(Stored records)
· · ·

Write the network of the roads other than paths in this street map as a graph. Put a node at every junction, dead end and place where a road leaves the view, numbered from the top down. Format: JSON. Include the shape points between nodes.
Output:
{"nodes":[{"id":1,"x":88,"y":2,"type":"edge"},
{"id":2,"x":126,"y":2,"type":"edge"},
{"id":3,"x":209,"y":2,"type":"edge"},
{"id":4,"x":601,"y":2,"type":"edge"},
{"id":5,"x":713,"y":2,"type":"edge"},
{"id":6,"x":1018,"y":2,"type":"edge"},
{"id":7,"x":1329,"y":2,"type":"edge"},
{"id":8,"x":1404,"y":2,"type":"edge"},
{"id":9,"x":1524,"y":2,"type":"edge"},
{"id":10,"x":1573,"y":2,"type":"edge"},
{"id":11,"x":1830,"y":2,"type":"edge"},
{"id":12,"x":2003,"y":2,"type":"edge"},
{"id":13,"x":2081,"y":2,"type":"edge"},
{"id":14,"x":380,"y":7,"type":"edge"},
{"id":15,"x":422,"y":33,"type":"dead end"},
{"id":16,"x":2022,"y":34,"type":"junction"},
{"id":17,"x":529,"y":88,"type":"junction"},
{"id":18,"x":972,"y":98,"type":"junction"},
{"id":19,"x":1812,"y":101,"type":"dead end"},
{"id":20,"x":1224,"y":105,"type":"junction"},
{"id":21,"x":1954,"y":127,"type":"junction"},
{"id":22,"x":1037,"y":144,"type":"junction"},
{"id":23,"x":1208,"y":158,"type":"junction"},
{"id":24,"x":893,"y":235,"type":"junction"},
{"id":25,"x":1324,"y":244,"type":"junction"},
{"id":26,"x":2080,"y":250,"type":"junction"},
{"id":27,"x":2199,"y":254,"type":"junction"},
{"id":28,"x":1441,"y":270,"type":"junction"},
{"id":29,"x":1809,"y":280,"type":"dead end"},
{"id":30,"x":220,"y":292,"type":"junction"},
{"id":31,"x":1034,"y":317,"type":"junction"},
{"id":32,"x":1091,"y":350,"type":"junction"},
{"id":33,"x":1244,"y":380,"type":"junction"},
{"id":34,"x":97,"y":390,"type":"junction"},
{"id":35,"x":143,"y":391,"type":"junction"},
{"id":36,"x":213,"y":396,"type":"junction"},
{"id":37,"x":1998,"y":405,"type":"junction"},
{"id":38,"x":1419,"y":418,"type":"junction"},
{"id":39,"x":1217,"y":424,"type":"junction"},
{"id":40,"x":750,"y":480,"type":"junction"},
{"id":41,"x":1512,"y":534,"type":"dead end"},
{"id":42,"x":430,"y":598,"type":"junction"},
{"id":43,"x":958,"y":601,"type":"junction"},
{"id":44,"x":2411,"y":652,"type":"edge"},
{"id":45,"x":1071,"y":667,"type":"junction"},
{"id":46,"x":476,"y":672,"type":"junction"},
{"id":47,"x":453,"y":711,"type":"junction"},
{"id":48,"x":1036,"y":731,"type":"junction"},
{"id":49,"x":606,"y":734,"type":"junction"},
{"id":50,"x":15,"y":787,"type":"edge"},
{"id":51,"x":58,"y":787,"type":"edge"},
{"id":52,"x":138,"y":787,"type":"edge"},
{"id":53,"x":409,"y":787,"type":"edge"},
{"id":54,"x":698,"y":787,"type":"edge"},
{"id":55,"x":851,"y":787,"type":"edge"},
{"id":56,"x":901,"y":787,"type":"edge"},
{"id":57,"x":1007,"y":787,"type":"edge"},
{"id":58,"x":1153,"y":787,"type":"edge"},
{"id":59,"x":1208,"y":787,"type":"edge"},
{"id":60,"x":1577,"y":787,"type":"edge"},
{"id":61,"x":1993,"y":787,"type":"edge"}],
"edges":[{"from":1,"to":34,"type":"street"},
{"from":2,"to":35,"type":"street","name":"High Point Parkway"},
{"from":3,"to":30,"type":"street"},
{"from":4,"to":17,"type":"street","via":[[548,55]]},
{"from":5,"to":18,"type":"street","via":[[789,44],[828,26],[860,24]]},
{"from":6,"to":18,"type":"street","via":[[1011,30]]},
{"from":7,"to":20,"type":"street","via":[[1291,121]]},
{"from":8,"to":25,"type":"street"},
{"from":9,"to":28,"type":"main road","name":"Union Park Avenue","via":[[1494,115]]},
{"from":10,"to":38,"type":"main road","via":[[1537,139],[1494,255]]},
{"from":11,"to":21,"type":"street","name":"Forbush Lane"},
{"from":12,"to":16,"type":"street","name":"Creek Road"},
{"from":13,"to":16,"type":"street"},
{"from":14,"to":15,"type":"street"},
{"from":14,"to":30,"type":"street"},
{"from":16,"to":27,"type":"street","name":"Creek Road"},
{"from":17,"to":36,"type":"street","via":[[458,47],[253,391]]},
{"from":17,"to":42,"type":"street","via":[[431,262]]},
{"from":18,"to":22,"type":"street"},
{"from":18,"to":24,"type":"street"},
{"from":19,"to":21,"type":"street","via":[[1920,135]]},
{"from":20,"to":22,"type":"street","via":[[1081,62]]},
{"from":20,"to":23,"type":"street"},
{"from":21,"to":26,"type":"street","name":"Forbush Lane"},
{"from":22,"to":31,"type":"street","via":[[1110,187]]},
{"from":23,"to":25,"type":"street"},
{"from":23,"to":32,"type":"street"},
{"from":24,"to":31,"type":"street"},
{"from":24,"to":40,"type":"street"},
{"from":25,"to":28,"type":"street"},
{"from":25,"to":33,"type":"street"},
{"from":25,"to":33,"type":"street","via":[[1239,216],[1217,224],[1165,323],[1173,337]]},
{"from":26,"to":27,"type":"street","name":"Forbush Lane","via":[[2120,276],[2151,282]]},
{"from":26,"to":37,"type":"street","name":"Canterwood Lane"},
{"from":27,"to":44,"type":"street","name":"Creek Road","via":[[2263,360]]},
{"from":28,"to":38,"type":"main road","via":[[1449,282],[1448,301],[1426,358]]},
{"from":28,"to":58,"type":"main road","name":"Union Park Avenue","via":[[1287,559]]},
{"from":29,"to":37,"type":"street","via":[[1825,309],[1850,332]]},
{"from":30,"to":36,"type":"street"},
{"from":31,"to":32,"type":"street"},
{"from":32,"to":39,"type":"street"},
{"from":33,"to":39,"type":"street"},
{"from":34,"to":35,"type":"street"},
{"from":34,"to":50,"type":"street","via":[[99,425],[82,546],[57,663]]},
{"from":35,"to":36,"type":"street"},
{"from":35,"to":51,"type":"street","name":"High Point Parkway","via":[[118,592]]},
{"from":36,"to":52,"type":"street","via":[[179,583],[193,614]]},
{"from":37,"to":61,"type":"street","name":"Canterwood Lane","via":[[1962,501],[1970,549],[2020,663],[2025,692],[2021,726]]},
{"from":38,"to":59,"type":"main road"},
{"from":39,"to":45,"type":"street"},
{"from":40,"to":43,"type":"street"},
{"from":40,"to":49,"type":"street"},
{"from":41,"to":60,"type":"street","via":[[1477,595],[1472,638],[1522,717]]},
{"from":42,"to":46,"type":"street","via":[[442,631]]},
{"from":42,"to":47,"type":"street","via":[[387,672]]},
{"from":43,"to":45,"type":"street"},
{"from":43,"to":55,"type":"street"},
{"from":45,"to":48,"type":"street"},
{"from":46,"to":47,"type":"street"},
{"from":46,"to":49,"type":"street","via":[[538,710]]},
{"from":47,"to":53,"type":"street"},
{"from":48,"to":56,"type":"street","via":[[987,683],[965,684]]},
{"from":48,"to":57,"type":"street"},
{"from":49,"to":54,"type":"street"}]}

· · ·

WHAT IS EXPECTED:
The answer must be a single number: how many lines in the data contain the string "Avenue"?

ANSWER BELOW:
2